Postoperative outcomes
American knee society scores and activity results before and after operation.
Data were expressed as means ± standard deviations.
Discussion
Our retrospective analysis indicates that the described standardized procedure for lateral unicompartmental knee arthroplasty (UKA) is a safe and effective treatment for lateral unicompartmental osteoarthritis (OA). Postoperative American Knee Society (AKS) clinical scores were significantly improved compared to preoperative values, with a postoperative reduction in knee pain and increased range of motion (ROM).
The dislocation rate of the lateral mobile gasket for UKA was reported to be 10%, with a 5-years prosthesis failure rate of 21%. 24 Indeed, femoral rollback during knee flexion is important for lateral knee compartment functioning, which can lead to the observed early failure of UKA using mobile gaskets. Others report that as long as patients were screened appropriately, lateral UKA achieved good clinical outcomes. 22
Recent reports further suggest that patient selection for lateral UKA prosthesis is essential for prosthesis survival.25,26 None of the cases in our study have been reoperated, in accordance with Smith et al, 27 in which the short- and mid-term clinical effects of lateral UKA were satisfactory. However, some suggest that patient selection is more important when surgeons are facing a high caseload, and as such selection criteria may be surgeon dependent. 25
A retrospective study by Ernstbrunner et al 28 reported that the main causes of lateral UKA failure included OA progression (30%) and aseptic loosening (22%), followed by instability (7%), unexplained pain (5%), infection (5%), polyethylene gasket wear (5%) and gasket dislocation (5%). Gasket dislocation was the most common cause of early failure (29%) and the most common cause of overall failure (27%) for patients with a mobile gasket prosthesis.
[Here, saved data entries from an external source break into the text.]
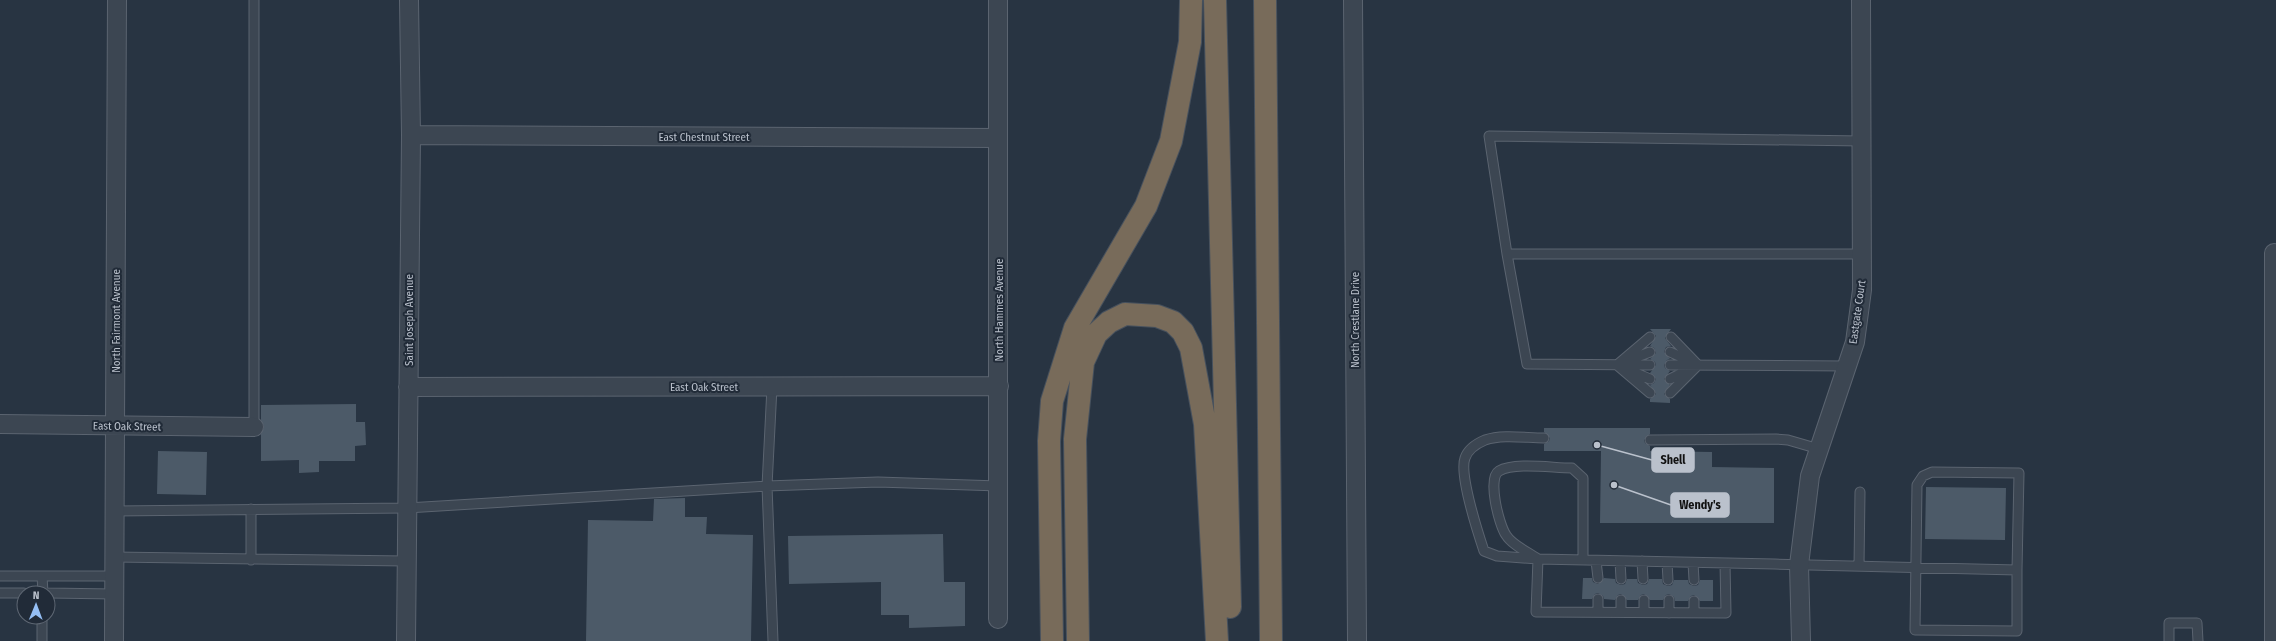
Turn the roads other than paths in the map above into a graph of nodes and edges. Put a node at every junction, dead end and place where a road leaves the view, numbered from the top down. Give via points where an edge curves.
1 (117, 0) edge
2 (254, 0) edge
3 (409, 0) edge
4 (998, 0) edge
5 (1191, 0) edge
6 (1215, 0) edge
7 (1265, 0) edge
8 (1353, 0) edge
9 (1861, 0) edge
10 (410, 136) junction
11 (998, 138) junction
12 (1862, 141) junction
13 (2274, 252) dead end
14 (1507, 254) junction
15 (1862, 254) junction
16 (1650, 337) dead end
17 (1671, 337) dead end
18 (1650, 352) dead end
19 (1670, 352) dead end
20 (1617, 365) junction
21 (1650, 365) dead end
22 (1670, 365) dead end
23 (1698, 365) junction
24 (1847, 366) junction
25 (1650, 379) dead end
26 (1670, 379) dead end
27 (999, 386) junction
28 (408, 387) junction
29 (772, 387) junction
30 (1650, 393) dead end
31 (1670, 393) dead end
32 (0, 424) edge
33 (116, 427) junction
34 (254, 427) joint
35 (1544, 438) dead end
36 (1650, 440) dead end
37 (1819, 449) junction
38 (767, 486) junction
39 (999, 486) junction
40 (1860, 492) dead end
41 (407, 508) junction
42 (251, 509) junction
43 (115, 511) junction
44 (114, 557) junction
45 (1538, 559) junction
46 (251, 560) junction
47 (1583, 560) junction
48 (406, 561) junction
49 (1596, 561) junction
50 (1620, 561) junction
51 (1642, 561) junction
52 (1667, 562) junction
53 (1693, 563) junction
54 (1725, 563) junction
55 (1799, 565) junction
56 (1859, 566) junction
57 (1916, 568) junction
58 (2017, 570) junction
59 (0, 576) edge
60 (42, 576) junction
61 (114, 576) junction
62 (1598, 578) dead end
63 (1621, 579) dead end
64 (1643, 579) dead end
65 (1668, 580) dead end
66 (1694, 580) dead end
67 (43, 585) edge
68 (0, 593) edge
69 (16, 593) edge
70 (56, 593) edge
71 (114, 594) junction
72 (1598, 599) dead end
73 (1621, 600) dead end
74 (1644, 600) dead end
75 (1669, 600) dead end
76 (1694, 601) dead end
77 (1598, 612) junction
78 (1621, 612) junction
79 (1644, 612) junction
80 (1669, 612) junction
81 (1694, 613) junction
82 (998, 619) dead end
83 (42, 625) edge
84 (42, 641) edge
85 (114, 641) edge
86 (406, 641) edge
87 (773, 641) edge
88 (1052, 641) edge
89 (1078, 641) edge
90 (1217, 641) edge
91 (1231, 641) edge
92 (1271, 641) edge
93 (1357, 641) edge
94 (1801, 641) edge
95 (2169, 641) edge
96 (2198, 641) edge
97 (2274, 641) edge

1 - 33 street, North Fairmont Avenue
2 - 34 lane
3 - 10 street, Saint Joseph Avenue
4 - 11 street, North Hammes Avenue
5 - 88 highway via 1190,42 1171,141 1146,206 1075,328 1052,402 1049,441
6 - 91 highway
7 - 92 highway
8 - 93 street, North Crestlane Drive
9 - 12 street, Eastgate Court
10 - 11 street, East Chestnut Street
10 - 28 street, Saint Joseph Avenue
11 - 27 street, North Hammes Avenue
12 - 14 lane via 1489,136
12 - 15 street, Eastgate Court
13 - 97 street
14 - 15 lane
14 - 20 lane via 1527,364
15 - 24 street, Eastgate Court via 1861,297 1855,342
16 - 20 lane
17 - 23 lane
18 - 20 lane
19 - 23 lane
20 - 21 lane
20 - 25 lane
20 - 30 lane
22 - 23 lane
23 - 24 lane
23 - 26 lane
23 - 31 lane
24 - 37 street, Eastgate Court
27 - 29 street, East Oak Street
27 - 39 street, North Hammes Avenue
28 - 29 street, East Oak Street
28 - 41 street, Saint Joseph Avenue
29 - 38 lane
32 - 33 street, East Oak Street
33 - 34 street, East Oak Street
33 - 43 street, North Fairmont Avenue
35 - 45 lane via 1503,437 1486,440 1472,447 1465,458 1464,473 1484,551 1497,556
36 - 37 lane via 1776,439
37 - 55 street, Eastgate Court via 1810,476
38 - 39 lane via 878,482
38 - 41 lane
38 - 87 lane
39 - 82 street, North Hammes Avenue
40 - 56 lane
41 - 42 lane
41 - 48 street, Saint Joseph Avenue
42 - 43 lane
42 - 46 lane
43 - 44 street, North Fairmont Avenue
44 - 46 lane
44 - 61 street, North Fairmont Avenue
45 - 47 lane
45 - 47 lane via 1506,536 1500,521 1492,481 1497,472 1509,467 1572,468 1583,478
45 - 77 lane via 1536,612
46 - 48 lane
47 - 49 lane
48 - 86 street, Saint Joseph Avenue
49 - 50 lane
49 - 62 lane
50 - 51 lane
50 - 63 lane
51 - 52 lane
51 - 64 lane
52 - 53 lane
52 - 65 lane
53 - 54 lane
53 - 66 lane
54 - 55 lane
54 - 81 lane via 1726,613
55 - 56 lane
55 - 94 street, Eastgate Court
56 - 57 lane
57 - 58 lane
57 - 58 lane via 1915,630 2017,631
57 - 58 lane via 1917,486 1923,476 1932,472 2019,473
59 - 60 lane
60 - 61 lane
60 - 67 lane
61 - 71 street, North Fairmont Avenue
68 - 69 lane
70 - 71 lane
71 - 85 street, North Fairmont Avenue
72 - 77 lane
73 - 78 lane
74 - 79 lane
75 - 80 lane
76 - 81 lane
77 - 78 lane
78 - 79 lane
79 - 80 lane
80 - 81 lane
83 - 84 lane
89 - 90 highway via 1075,439 1083,362 1096,334 1108,322 1125,314 1157,316 1173,322 1183,332 1191,348 1205,424
95 - 96 lane via 2169,623 2198,623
Among the mid- and late-stage failure cases, OA progression led to the highest failure rates (59% and 78%, respectively).
In order to avoid complications, our study provides evidence for these guidelines: (1) strict compliance with the above surgical indications to screen patients, avoiding possible complications caused by improper indications; (2) use of a fixed gasket prosthesis, thus effectively avoiding the occurrence of gasket dislocation; (3) overcorrection should be avoided; and (4) use of standardized surgical methods to reliably replicate the operation between patients, thus ensuring reliable and consistently positive postoperative outcomes.
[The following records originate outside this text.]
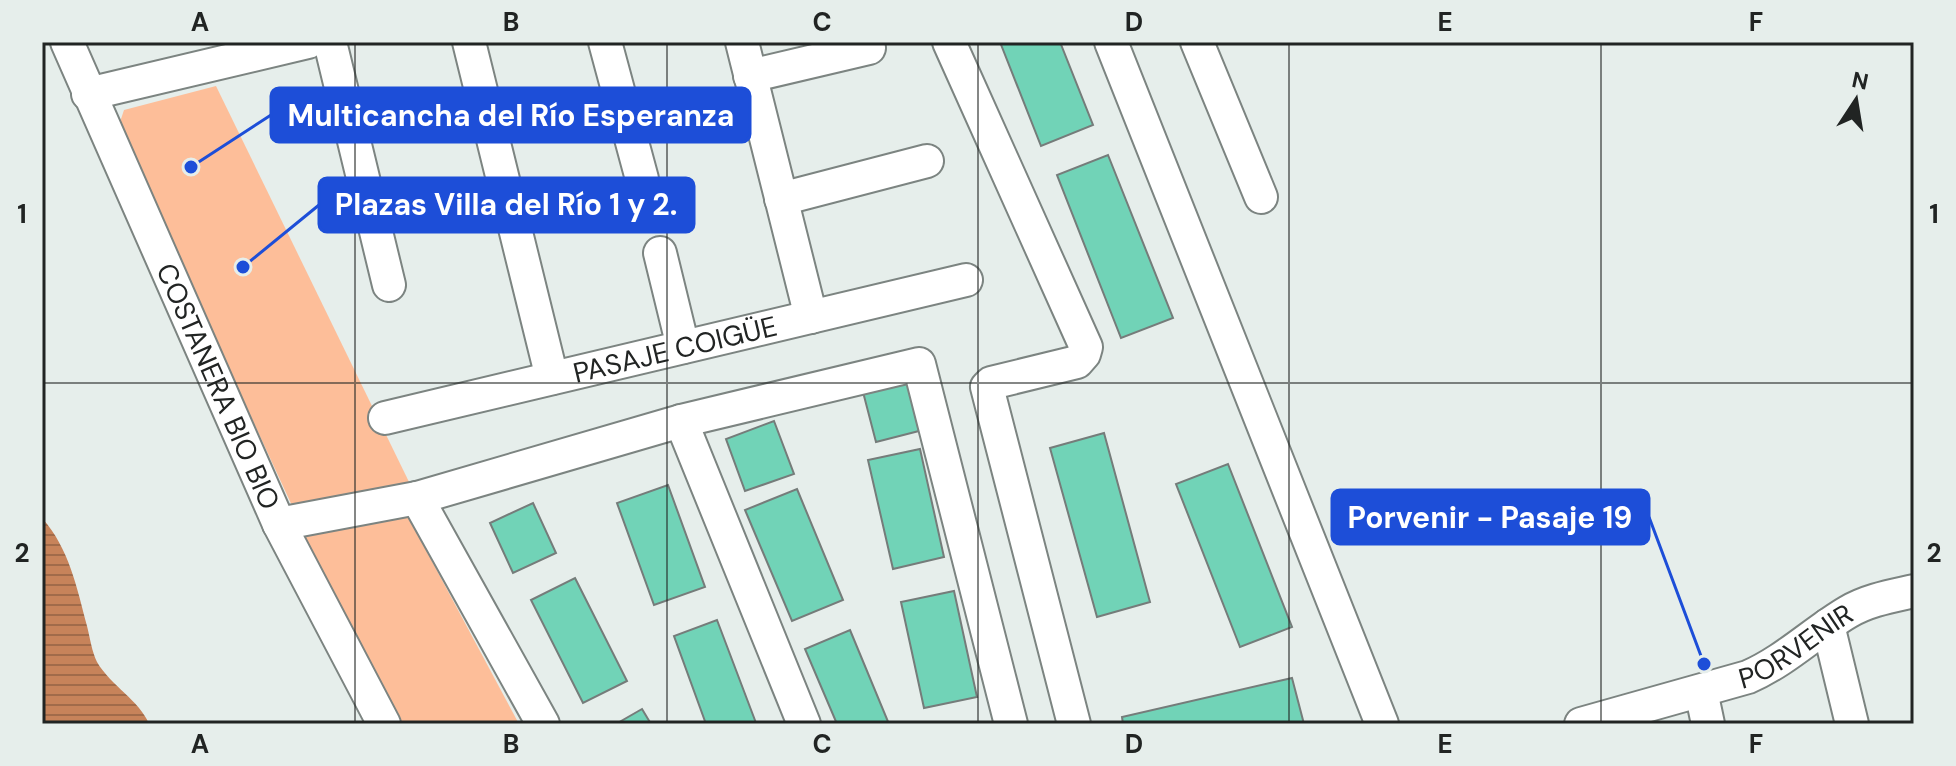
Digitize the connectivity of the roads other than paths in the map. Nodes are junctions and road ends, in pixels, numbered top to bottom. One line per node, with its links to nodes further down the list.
1 (67, 42): 13 (street, COSTANERA BIO BIO)
2 (308, 42): 11 (street)
3 (330, 42): 20 (street)
4 (469, 42): 23 (street)
5 (605, 42): 15 (street)
6 (742, 42): 12 (street)
7 (949, 42): 35 (street)
8 (1111, 42): 36 (street)
9 (1197, 42): 16 (street)
10 (869, 48): 12 (street)
11 (236, 50): 13 (street)
12 (750, 76): 17 (street)
13 (88, 94): 27 (street, COSTANERA BIO BIO)
14 (927, 161): 17 (street)
15 (642, 179)
16 (1261, 197)
17 (781, 199): 21 (street)
18 (660, 253): 22 (street)
19 (966, 280): 21 (street, PASAJE COIGÜE)
20 (389, 285)
21 (811, 317): 22 (street, PASAJE COIGÜE)
22 (683, 347): 23 (street, PASAJE COIGÜE)
23 (552, 378): 24 (street, PASAJE COIGÜE)
24 (385, 418)
25 (681, 421): 26 (street); 33 (street); 34 (street)
26 (417, 498): 27 (street); 32 (street)
27 (279, 524): 31 (street, COSTANERA BIO BIO)
28 (1914, 591): 29 (street, PORVENIR)
29 (1828, 625): 30 (street, PORVENIR); 39 (street)
30 (1701, 691): 37 (street, PORVENIR); 38 (street)
31 (384, 724)
32 (543, 724)
33 (804, 724)
34 (1011, 724)
35 (1074, 724)
36 (1382, 724)
37 (1581, 724)
38 (1708, 724)
39 (1852, 724)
Although the effectiveness of our surgical technique was demonstrated in this article with the LINK prosthesis, it could be applicable to other fixed-platform prostheses. For example, for determining the width of the tibial prosthesis, for determining the anterior edge of the femoral prosthesis, for aligning the femoral prosthesis with the midline of the tibial prosthesis, and for making the joint gap 2 mm wider at 90° of knee flexion than an extension.
The present study has a few limitations. This is a single-center retrospective study with a small sample size and relatively short follow-up time. Also, we applied a less widely practiced surgical method in this study. Nevertheless, short-term follow-up showed good results.
Conclusion
The lateral UKA protocol was reproducible, and the patient had a good postoperative outcome. However, large-scale, multi-center, prospective studies are needed to further confirm our outcomes.
Abbreviations
anterior cruciate ligament
magnetic resonance imaging
osteoarthritis
patellofemoral joint
unicompartmental knee arthroplasty
Footnotes
Declaration of conflicting interests
The author(s) declared no potential conflicts of interest with respect to the research, authorship, and/or publication of this article.
Funding
The author(s) disclosed receipt of the following financial support for the research, authorship, and/or publication of this article: This work was supported by the Science and Technology Commission of Shanghai Municipality (21Y11911600).
Ethical approval
This study was performed in accordance with the Declaration of Helsinki as revised in 2008 and was authorized by the Ethics Committee of our hospital. All patients or their families signed the informed consent form before surgery and provided consent to publish and report individual clinical data.